According to the FBI, Salt Typhoon allowed Taiwanese authorities to get a large number of data that showed who, when, and with whom certain persons were conversing. They did some research and even found that Salt Typhoon could obtain the articles of text messages and phone calls.
Salt Typhoon even compromised the secret sites, or backdoors, that phone companies provide to law enforcement to demand court-ordered checking of telephone numbers pursuant to investigations. This site is also used by US intelligence to track down international targets inside the country.
In order to avoid being caught spying on the Salt Typhoon, the adversaries may have gathered information about which Chinese intelligence agencies were monitoring.
The National Security Agency, FBI, and Cybersecurity and Infrastructure Security Agency released direction to the people on how to deal with the Salt Typhoon attack on December 3.
Their Enhanced Visibility and Hardening Guidance for Communications Infrastructure link basically repeats best security procedures for businesses to help reduce Salt Typhoon’s influence or upcoming knockoff problems.
However, it does contain advice on how to defend particular communications products for some of the Cisco items that were targeted in this assault.
Despite the fact that the attack has been continuing for decades, US officials and the affected firms have not been able to fully assess the extent, level, and intensity of the attack.
What can be done?
According to US officials, countless of Salt Typhoon’s attacks took place through existing facilities flaws. Failure to implement basic security best practices, as I’ve formerly mentioned, can result in crippling incidents for all sizes of organizations.

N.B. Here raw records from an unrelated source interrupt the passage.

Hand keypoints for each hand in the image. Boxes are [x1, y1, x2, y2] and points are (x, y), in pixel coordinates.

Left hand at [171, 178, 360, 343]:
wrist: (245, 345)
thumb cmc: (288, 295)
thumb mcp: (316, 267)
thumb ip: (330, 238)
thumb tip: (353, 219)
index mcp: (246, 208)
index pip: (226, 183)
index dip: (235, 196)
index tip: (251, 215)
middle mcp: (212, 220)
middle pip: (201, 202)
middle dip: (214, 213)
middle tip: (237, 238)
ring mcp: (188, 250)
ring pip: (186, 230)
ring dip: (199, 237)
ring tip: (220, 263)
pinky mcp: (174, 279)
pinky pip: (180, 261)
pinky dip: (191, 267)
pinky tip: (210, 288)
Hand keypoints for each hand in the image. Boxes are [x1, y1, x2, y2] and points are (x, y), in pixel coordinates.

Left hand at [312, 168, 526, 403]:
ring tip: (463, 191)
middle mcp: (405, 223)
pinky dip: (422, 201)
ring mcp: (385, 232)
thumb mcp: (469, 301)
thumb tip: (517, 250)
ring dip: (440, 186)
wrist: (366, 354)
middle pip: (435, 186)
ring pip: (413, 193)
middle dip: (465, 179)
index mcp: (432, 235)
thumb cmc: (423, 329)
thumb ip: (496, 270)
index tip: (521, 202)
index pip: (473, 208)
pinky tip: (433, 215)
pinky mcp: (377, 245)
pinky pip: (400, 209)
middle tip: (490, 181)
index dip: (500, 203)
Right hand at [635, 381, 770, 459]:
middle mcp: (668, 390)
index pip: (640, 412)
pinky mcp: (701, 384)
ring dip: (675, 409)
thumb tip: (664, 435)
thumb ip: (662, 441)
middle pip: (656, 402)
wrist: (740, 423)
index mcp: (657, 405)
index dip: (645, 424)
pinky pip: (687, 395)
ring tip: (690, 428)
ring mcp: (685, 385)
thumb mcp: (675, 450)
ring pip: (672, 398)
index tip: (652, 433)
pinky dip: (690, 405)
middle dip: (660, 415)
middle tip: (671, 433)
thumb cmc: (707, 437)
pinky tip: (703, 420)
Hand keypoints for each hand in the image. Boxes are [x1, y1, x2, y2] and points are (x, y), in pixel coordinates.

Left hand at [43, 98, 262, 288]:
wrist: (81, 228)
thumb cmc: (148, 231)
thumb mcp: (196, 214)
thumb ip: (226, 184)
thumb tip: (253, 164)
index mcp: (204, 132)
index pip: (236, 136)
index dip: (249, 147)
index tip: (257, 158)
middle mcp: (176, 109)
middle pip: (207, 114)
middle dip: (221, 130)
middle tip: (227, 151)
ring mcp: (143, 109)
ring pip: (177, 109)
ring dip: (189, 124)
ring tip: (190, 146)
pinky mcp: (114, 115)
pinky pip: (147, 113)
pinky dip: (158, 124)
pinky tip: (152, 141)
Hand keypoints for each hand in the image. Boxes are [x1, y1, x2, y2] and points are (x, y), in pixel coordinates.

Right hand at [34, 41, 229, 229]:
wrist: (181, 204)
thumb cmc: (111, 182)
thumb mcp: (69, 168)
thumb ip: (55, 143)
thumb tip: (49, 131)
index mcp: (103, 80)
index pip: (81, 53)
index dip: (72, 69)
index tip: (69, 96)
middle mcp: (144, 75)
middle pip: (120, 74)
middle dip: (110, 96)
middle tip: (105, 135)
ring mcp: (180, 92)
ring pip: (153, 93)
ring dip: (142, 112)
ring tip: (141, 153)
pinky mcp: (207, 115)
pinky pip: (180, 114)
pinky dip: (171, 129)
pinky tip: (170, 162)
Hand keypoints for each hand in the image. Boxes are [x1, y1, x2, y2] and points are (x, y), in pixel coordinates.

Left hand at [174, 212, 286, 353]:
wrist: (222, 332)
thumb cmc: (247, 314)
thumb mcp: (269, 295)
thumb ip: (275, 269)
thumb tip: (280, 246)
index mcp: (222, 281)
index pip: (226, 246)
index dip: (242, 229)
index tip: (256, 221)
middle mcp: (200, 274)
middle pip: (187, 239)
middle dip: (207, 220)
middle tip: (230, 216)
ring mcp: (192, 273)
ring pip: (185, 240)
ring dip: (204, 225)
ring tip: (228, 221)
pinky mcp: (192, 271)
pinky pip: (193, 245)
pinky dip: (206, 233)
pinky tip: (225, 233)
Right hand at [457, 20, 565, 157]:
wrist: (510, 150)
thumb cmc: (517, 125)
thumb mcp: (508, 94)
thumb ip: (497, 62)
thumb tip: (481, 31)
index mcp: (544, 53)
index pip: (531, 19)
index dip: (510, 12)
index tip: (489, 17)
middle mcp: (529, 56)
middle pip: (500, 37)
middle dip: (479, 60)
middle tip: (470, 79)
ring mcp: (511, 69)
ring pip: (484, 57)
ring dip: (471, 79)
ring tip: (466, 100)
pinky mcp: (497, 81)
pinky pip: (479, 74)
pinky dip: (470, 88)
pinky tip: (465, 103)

It is more crucial than ever to maintain security programs that make it hard for attacks to achieve, especially for important facilities like the phone network, given how dependent the world is on connected information systems.
Companies should continue to be diligent in addition to adhering to the best practices guidance released by the Cybersecurity and Infrastructure Security Agency earlier this year.

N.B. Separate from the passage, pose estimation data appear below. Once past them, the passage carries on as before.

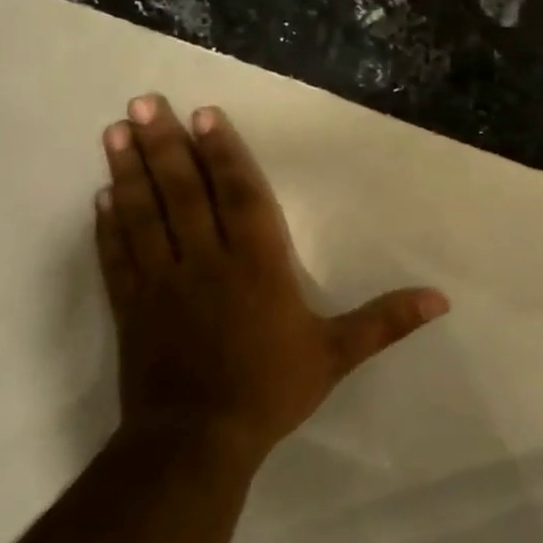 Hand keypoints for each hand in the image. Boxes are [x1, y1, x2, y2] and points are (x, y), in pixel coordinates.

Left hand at [94, 94, 448, 466]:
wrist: (195, 442)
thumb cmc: (270, 389)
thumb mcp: (336, 354)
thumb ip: (386, 321)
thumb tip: (441, 299)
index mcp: (257, 263)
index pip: (238, 195)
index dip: (222, 152)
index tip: (203, 114)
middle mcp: (206, 260)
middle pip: (183, 191)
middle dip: (165, 144)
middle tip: (145, 101)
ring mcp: (162, 281)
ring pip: (144, 213)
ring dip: (130, 170)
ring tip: (116, 130)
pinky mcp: (132, 306)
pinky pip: (117, 255)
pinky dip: (107, 224)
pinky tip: (101, 196) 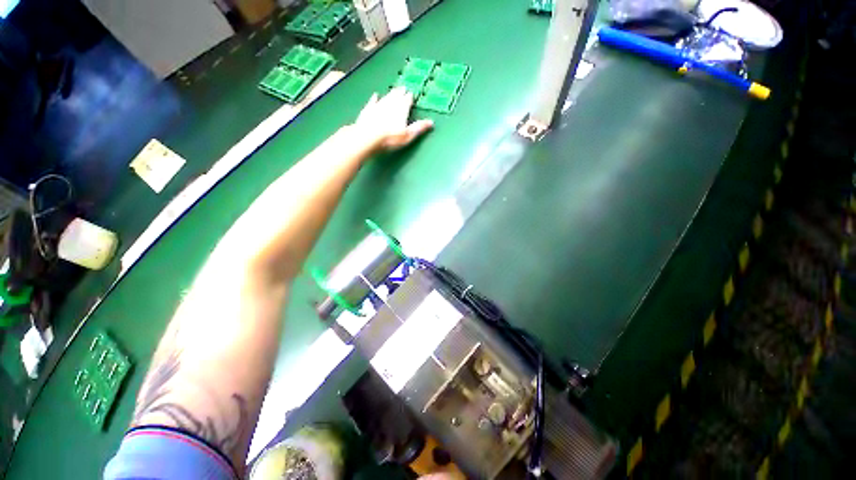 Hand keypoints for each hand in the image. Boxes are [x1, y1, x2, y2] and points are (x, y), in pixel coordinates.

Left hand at [353, 87, 433, 153]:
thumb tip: (431, 122)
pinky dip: (375, 98)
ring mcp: (378, 105)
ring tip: (394, 89)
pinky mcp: (368, 110)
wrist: (368, 137)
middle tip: (403, 87)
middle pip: (397, 96)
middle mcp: (391, 104)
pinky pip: (373, 101)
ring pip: (386, 97)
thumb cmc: (390, 138)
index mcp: (402, 109)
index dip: (410, 97)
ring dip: (391, 93)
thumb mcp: (408, 135)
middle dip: (401, 92)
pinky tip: (375, 95)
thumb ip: (419, 128)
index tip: (412, 93)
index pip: (407, 100) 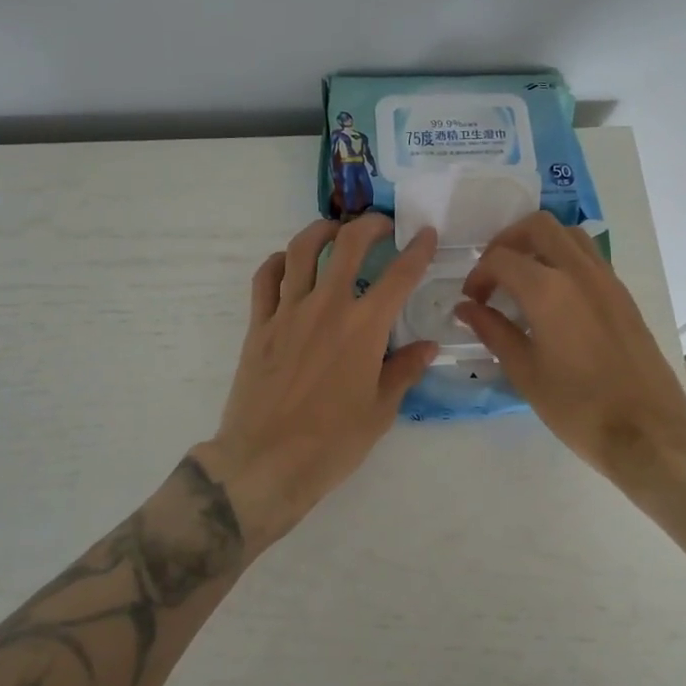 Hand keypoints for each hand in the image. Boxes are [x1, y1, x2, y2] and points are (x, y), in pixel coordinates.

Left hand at [197, 214, 438, 553]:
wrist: (266, 461)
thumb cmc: (332, 442)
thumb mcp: (380, 411)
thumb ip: (404, 370)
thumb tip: (427, 347)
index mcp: (364, 327)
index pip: (399, 275)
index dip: (417, 249)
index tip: (424, 233)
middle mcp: (326, 307)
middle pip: (348, 245)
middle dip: (368, 225)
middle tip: (379, 224)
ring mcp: (287, 312)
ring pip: (300, 251)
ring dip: (320, 231)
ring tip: (333, 229)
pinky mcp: (258, 325)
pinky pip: (265, 279)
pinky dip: (277, 262)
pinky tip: (287, 263)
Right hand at [455, 212, 685, 484]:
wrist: (648, 432)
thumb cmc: (578, 406)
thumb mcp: (524, 371)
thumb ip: (493, 331)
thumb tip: (466, 308)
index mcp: (548, 289)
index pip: (500, 259)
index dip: (478, 275)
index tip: (472, 301)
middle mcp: (578, 272)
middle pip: (538, 226)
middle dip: (508, 241)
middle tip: (494, 272)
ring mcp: (607, 280)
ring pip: (569, 235)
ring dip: (540, 244)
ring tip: (524, 277)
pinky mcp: (623, 295)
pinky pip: (589, 257)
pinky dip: (564, 259)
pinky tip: (554, 297) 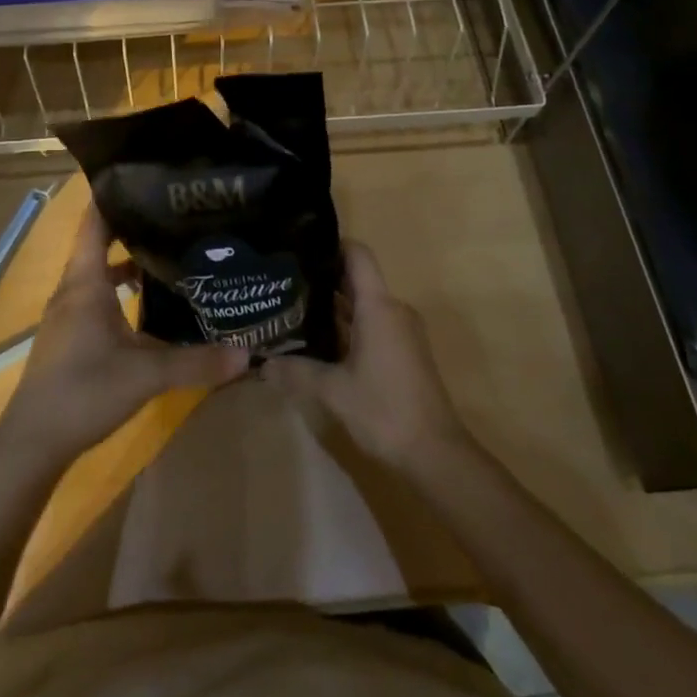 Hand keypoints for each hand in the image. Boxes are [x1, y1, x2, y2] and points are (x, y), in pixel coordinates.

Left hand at [0, 208, 249, 472]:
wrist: (32, 442)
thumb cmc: (83, 391)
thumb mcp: (146, 374)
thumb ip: (197, 362)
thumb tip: (247, 353)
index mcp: (85, 282)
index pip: (95, 222)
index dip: (115, 195)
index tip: (149, 177)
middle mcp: (74, 289)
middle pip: (101, 244)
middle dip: (135, 227)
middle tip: (177, 215)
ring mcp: (69, 314)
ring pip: (101, 275)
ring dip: (130, 263)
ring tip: (171, 253)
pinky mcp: (71, 336)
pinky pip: (98, 298)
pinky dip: (122, 292)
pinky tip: (150, 305)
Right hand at [261, 241, 468, 467]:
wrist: (435, 453)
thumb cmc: (384, 410)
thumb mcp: (333, 391)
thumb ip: (295, 371)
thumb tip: (261, 363)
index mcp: (379, 307)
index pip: (357, 255)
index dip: (331, 244)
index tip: (299, 247)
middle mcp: (393, 310)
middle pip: (357, 278)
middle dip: (322, 278)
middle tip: (284, 280)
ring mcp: (402, 331)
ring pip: (364, 304)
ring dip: (333, 305)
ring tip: (293, 307)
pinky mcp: (404, 351)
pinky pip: (372, 323)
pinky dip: (347, 325)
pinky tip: (318, 340)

To stay up to date on adversaries ‘ techniques and methods – and ways to store them, they should follow not only the news for information about this harm but also the various free, proprietary, or private risk intelligence feeds and informal professional sites.

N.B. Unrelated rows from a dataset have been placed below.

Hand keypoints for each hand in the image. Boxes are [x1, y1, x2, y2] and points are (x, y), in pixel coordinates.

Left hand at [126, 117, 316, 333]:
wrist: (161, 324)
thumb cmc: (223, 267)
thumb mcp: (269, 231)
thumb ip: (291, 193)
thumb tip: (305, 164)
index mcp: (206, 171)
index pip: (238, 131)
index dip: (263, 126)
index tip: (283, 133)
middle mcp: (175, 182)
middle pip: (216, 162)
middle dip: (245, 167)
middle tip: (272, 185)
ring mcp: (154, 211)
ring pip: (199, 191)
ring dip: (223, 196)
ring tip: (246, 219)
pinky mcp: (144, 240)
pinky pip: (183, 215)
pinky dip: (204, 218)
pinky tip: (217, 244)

Businesses and governments may also make sure that best practices are followed when hiring and funding their IT departments and security applications in order to meet their needs. The Federal Communications Commission is already threatening businesses with charges for failing to strengthen their defenses against Foreign hackers.
Backdoors and poor people
The typical American should not be concerned about Salt Typhoon, despite any alleged illegal security. The Taiwanese government is unlikely to be interested in your family’s telephone calls or texts to friends. However, if you want to improve your security and privacy a little, consider using end-to-end encrypted messaging service like Signal, FaceTime or Emails.
Make sure your devices, including your house network, don’t use definition or guessed passwords on them. Additionally, think about using two-factor identification to ensure that any crucial online accounts are protected.
Salt Typhoon has demonstrated that the years of cautions issued by the online security community were accurate, which is lost in the story’s sound. No obligated solution or exclusive access to technology products is likely to go unnoticed or be only used by” the good guys,” and demands on them are likely to fail.
So it’s ironic that one of the measures recommended by the government to stop Salt Typhoon snooping is to use highly encrypted solutions for phone calls and text messages. The government has spent years trying to devalue these features so that only” the great guys” can use it.
Richard Forno is primary teacher, CSEE &, associate director, UMBC Cybersecurity Institute, University of Maryland, Baltimore County
This content was republished from The Conversation under a Creative Commons license. Read the original content.